### Problem to work on
For the entries below, report every line that includes the word "give".

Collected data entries

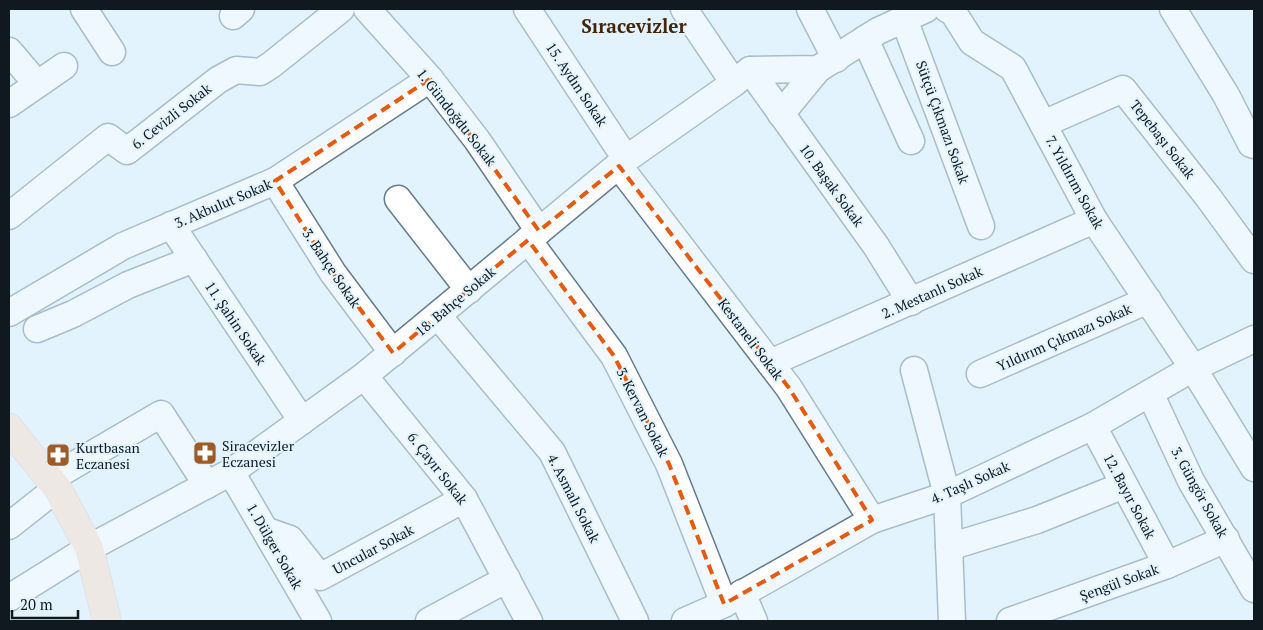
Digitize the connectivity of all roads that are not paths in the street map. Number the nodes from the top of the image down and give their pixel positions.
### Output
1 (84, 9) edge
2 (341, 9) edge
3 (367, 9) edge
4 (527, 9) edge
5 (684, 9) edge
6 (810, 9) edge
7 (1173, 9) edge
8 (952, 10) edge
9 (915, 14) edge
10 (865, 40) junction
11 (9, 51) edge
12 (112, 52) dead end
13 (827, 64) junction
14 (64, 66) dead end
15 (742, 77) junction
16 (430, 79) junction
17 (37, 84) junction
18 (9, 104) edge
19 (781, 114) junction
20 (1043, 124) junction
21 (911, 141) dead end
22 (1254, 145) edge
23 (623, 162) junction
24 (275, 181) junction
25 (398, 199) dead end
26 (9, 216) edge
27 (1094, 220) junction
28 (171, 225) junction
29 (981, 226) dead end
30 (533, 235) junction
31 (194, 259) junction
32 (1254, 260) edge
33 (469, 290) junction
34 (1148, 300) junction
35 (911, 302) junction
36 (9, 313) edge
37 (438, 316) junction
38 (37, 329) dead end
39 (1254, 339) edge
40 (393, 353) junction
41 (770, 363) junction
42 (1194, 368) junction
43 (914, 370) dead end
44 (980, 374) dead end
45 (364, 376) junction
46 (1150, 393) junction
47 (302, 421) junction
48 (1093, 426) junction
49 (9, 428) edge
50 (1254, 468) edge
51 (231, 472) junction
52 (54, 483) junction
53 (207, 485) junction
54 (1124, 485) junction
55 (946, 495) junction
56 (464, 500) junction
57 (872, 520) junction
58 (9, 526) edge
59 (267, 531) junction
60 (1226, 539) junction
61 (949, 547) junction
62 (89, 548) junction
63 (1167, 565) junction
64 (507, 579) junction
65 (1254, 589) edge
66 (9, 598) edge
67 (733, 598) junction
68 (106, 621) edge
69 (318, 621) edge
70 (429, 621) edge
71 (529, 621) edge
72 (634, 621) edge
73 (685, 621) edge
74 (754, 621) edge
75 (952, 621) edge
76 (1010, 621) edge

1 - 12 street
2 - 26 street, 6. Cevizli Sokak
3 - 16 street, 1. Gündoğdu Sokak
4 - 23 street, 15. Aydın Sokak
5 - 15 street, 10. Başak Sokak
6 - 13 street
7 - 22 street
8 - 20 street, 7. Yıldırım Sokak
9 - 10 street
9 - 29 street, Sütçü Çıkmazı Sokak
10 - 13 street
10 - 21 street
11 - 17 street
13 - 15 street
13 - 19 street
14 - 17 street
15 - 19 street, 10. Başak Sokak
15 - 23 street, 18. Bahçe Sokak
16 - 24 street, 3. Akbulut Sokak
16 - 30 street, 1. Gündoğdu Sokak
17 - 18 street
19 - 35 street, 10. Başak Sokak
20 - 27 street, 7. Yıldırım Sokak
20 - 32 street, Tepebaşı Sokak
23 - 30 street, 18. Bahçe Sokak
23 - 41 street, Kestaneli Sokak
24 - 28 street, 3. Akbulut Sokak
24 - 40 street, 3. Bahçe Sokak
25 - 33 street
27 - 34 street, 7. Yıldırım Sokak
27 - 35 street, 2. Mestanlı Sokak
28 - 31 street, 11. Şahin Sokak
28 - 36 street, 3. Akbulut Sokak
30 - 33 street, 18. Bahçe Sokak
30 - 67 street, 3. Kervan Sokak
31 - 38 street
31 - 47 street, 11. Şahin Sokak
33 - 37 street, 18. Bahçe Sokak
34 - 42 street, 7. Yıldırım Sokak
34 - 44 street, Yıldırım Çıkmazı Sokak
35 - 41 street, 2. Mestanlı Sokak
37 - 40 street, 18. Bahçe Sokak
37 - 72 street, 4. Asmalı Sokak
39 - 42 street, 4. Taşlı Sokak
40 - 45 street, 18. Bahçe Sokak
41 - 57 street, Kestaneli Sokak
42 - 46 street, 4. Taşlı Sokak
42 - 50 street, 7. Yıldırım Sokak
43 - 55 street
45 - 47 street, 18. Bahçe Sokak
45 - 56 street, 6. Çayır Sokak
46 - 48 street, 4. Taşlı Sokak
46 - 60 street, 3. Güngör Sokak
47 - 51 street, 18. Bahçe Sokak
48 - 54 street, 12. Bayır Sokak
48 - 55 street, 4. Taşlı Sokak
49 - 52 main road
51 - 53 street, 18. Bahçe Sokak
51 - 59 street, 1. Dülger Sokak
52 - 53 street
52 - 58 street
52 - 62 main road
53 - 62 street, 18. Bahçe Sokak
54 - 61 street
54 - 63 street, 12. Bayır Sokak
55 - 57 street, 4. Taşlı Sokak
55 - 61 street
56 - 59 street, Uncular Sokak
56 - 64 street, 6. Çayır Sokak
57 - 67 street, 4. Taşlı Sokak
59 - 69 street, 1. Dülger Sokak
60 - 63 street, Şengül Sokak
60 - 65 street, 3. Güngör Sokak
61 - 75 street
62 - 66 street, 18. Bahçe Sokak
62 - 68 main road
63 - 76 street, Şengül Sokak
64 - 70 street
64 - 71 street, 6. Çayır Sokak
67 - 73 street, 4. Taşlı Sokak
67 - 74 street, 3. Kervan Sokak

* * *

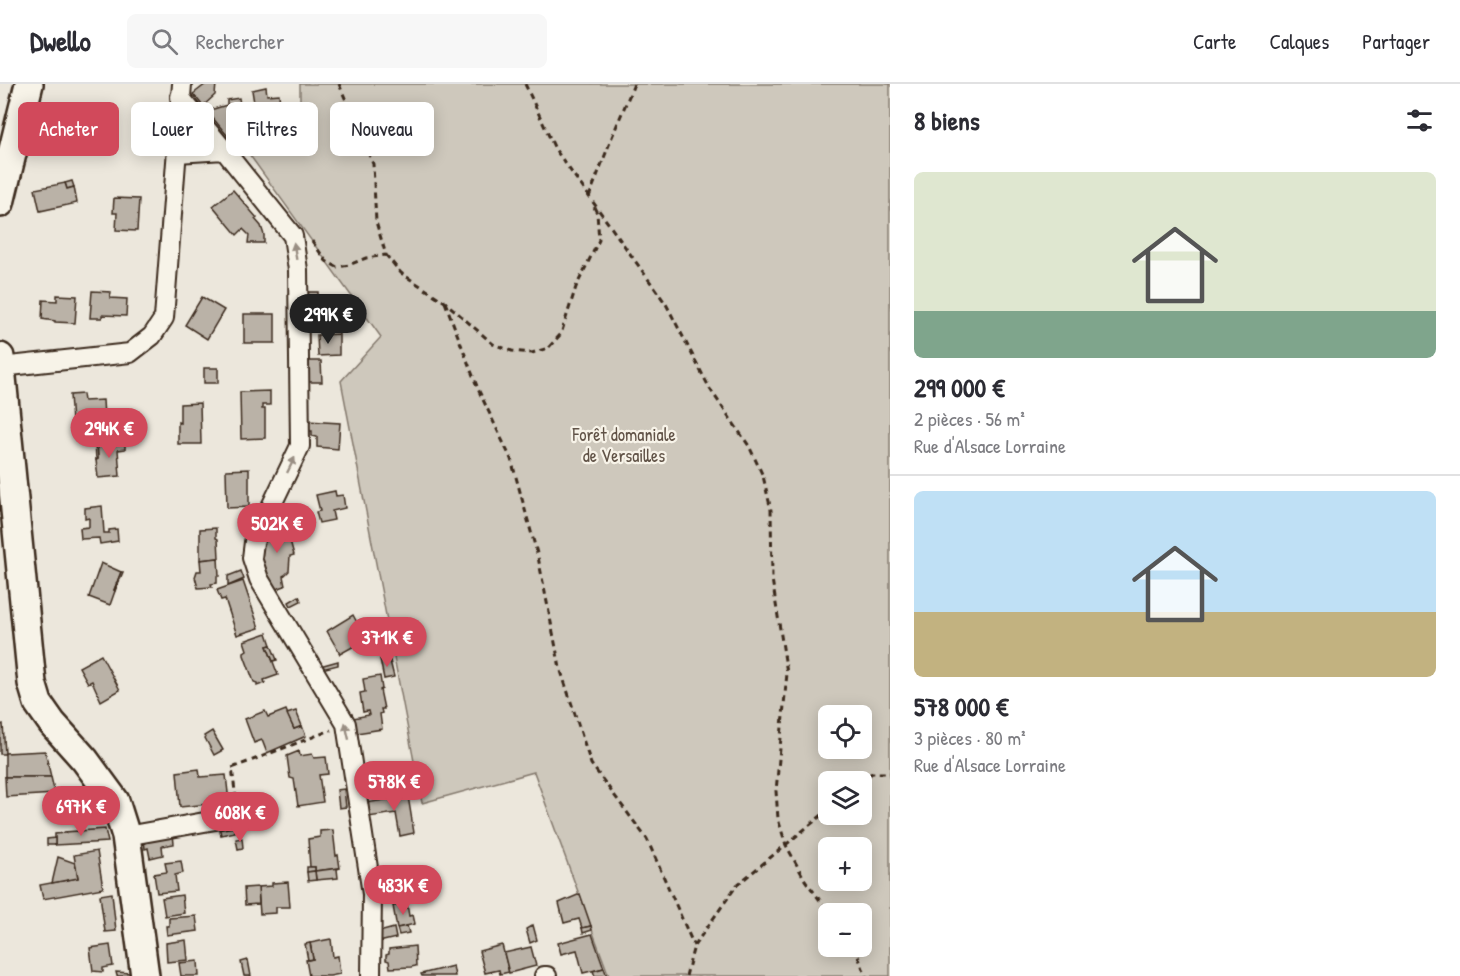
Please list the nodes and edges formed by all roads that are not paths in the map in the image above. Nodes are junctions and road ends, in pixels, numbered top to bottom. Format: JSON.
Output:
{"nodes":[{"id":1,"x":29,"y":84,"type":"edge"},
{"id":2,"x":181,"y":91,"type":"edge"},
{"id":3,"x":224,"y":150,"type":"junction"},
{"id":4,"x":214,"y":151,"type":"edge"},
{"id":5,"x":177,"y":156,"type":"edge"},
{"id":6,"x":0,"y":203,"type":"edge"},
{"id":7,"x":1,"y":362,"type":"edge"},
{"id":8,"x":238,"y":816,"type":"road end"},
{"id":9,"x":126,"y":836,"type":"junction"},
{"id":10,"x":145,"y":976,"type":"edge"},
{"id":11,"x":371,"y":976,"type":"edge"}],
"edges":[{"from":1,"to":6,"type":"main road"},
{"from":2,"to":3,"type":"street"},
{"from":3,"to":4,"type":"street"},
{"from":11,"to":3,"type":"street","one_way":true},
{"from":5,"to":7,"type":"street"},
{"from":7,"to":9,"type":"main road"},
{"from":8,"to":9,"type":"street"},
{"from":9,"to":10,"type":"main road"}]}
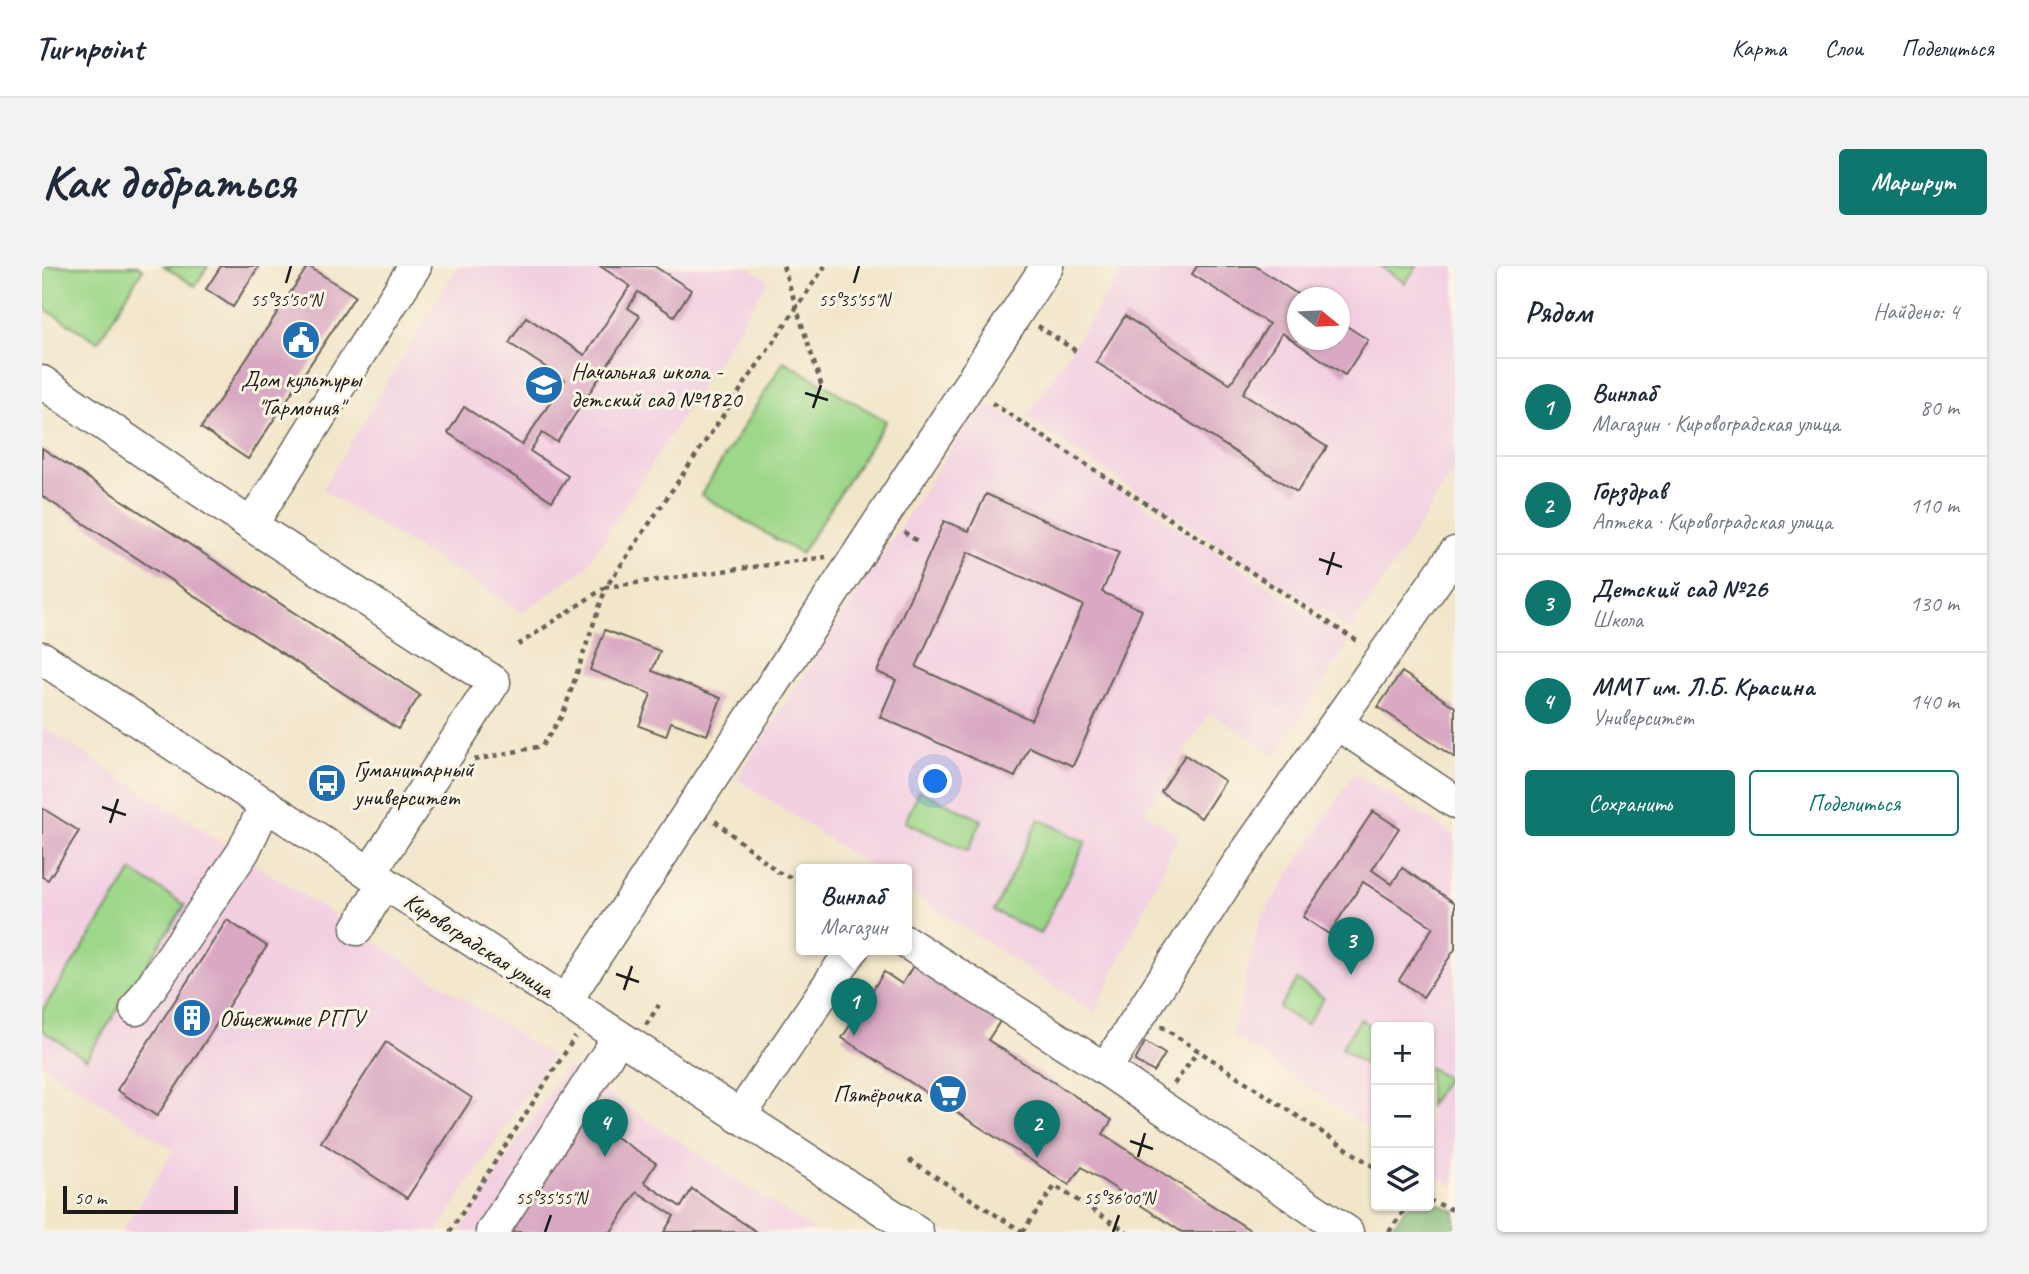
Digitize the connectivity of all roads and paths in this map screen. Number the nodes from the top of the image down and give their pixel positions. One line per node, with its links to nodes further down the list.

--

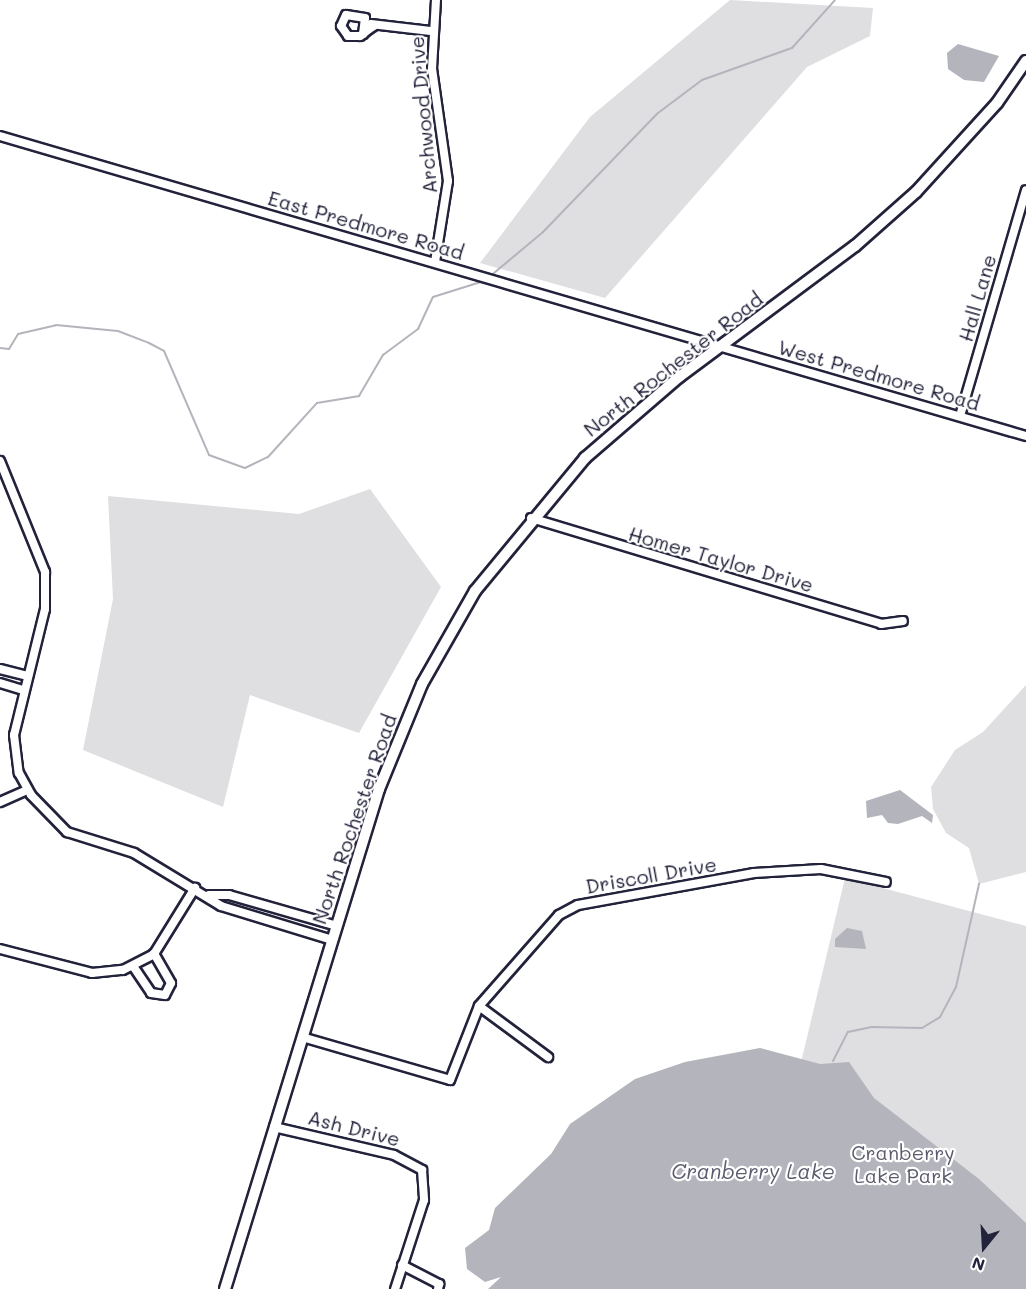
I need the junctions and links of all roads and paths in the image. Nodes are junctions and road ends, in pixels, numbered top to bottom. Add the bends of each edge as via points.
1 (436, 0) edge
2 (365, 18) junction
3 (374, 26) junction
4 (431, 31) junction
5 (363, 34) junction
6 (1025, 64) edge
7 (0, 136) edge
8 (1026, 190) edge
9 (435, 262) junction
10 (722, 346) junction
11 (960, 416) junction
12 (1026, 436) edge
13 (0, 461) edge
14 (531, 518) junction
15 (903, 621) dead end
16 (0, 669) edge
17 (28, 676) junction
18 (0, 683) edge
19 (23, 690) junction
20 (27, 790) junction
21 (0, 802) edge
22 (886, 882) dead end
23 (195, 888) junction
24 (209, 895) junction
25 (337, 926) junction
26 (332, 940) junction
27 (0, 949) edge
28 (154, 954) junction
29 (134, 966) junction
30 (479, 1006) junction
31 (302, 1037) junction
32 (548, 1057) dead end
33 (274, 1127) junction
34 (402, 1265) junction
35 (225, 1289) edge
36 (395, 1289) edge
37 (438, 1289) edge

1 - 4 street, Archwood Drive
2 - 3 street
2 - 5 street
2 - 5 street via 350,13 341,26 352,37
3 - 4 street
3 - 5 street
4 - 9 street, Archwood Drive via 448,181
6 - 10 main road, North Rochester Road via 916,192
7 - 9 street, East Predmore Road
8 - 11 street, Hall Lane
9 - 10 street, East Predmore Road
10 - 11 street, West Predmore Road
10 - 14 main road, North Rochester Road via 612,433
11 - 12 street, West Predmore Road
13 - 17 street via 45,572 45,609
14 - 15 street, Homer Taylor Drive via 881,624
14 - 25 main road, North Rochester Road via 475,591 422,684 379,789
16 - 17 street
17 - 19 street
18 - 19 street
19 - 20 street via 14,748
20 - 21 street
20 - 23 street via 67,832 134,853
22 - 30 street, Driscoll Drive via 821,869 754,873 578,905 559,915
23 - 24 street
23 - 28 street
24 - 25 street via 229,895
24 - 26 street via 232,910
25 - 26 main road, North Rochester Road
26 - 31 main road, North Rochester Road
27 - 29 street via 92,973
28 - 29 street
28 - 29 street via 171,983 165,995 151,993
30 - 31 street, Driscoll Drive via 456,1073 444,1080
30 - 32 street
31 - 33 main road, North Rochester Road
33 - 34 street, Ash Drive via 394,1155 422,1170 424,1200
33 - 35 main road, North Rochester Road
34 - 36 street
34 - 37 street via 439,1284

### Problem solution
Digitize the connectivity of all roads that are not paths in the street map. Number the nodes from the top of the image down and give their pixel positions.
Digitize the connectivity of all roads and paths in this map screen. Number the nodes from the top of the image down and give their pixel positions. One line per node, with its links to nodes further down the list.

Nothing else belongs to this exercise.